Records from a collection
= = =

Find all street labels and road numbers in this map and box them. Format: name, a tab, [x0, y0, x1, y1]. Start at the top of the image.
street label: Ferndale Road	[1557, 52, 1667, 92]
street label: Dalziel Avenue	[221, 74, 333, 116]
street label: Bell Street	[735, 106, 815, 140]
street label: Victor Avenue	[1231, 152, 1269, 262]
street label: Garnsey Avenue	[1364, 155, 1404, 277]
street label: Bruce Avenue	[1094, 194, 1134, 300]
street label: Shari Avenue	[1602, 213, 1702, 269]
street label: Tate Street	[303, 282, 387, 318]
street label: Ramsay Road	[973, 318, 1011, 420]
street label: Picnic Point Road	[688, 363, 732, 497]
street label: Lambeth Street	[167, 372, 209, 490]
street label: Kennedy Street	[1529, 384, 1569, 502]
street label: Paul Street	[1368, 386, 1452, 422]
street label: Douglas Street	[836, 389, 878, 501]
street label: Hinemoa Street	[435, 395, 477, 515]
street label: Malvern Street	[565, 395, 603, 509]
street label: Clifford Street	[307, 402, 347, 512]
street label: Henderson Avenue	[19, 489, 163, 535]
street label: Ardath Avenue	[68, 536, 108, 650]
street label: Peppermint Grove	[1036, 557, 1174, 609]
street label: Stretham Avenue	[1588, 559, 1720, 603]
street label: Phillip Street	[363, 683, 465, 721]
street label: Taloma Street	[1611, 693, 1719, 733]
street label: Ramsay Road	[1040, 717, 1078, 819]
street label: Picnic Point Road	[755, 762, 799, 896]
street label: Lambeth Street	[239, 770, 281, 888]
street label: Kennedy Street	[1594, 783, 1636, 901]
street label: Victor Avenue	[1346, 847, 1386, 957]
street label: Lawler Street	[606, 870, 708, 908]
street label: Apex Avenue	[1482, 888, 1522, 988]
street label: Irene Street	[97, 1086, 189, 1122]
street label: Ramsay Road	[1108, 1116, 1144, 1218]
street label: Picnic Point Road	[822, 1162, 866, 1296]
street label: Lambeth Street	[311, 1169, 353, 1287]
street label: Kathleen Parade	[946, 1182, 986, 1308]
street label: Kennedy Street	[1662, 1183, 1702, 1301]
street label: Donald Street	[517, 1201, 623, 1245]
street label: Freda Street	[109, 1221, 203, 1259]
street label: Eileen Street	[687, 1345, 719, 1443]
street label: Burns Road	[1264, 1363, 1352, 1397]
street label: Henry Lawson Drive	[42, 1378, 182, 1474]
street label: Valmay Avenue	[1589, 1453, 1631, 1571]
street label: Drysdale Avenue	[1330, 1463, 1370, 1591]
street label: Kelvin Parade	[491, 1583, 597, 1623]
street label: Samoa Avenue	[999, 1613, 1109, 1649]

= = =

A verbatim copy of every entry is required.

_Output of the exercise:_
Find all street labels and road numbers in this map and box them. Format: name, a tab, [x0, y0, x1, y1]. Start at the top of the image.
street label: Ferndale Road	[1557, 52, 1667, 92]
street label: Dalziel Avenue	[221, 74, 333, 116]
street label: Bell Street	[735, 106, 815, 140]
street label: Victor Avenue	[1231, 152, 1269, 262]
street label: Garnsey Avenue	[1364, 155, 1404, 277]
street label: Bruce Avenue	[1094, 194, 1134, 300]
street label: Shari Avenue	[1602, 213, 1702, 269]
street label: Tate Street	[303, 282, 387, 318]
street label: Ramsay Road	[973, 318, 1011, 420]
street label: Picnic Point Road	[688, 363, 732, 497]
street label: Lambeth Street	[167, 372, 209, 490]
street label: Kennedy Street	[1529, 384, 1569, 502]
street label: Paul Street	[1368, 386, 1452, 422]
street label: Douglas Street	[836, 389, 878, 501]
street label: Hinemoa Street	[435, 395, 477, 515]
street label: Malvern Street	[565, 395, 603, 509]
street label: Clifford Street	[307, 402, 347, 512]
street label: Henderson Avenue	[19, 489, 163, 535]
street label: Ardath Avenue	[68, 536, 108, 650]
street label: Peppermint Grove	[1036, 557, 1174, 609]
street label: Stretham Avenue	[1588, 559, 1720, 603]
street label: Phillip Street	[363, 683, 465, 721]
street label: Taloma Street	[1611, 693, 1719, 733]
street label: Ramsay Road	[1040, 717, 1078, 819]
street label: Picnic Point Road	[755, 762, 799, 896]
street label: Lambeth Street	[239, 770, 281, 888]
street label: Kennedy Street	[1594, 783, 1636, 901]
street label: Victor Avenue	[1346, 847, 1386, 957]
street label: Lawler Street	[606, 870, 708, 908]
street label: Apex Avenue	[1482, 888, 1522, 988]
street label: Irene Street	[97, 1086, 189, 1122]
street label: Ramsay Road	[1108, 1116, 1144, 1218]
street label: Picnic Point Road	[822, 1162, 866, 1296]
street label: Lambeth Street	[311, 1169, 353, 1287]
street label: Kathleen Parade	[946, 1182, 986, 1308]
street label: Kennedy Street	[1662, 1183, 1702, 1301]
street label: Donald Street	[517, 1201, 623, 1245]
street label: Freda Street	[109, 1221, 203, 1259]
street label: Eileen Street	[687, 1345, 719, 1443]
street label: Burns Road	[1264, 1363, 1352, 1397]
street label: Henry Lawson Drive	[42, 1378, 182, 1474]
street label: Valmay Avenue	[1589, 1453, 1631, 1571]
street label: Drysdale Avenue	[1330, 1463, 1370, 1591]
street label: Kelvin Parade	[491, 1583, 597, 1623]
street label: Samoa Avenue	[999, 1613, 1109, 1649]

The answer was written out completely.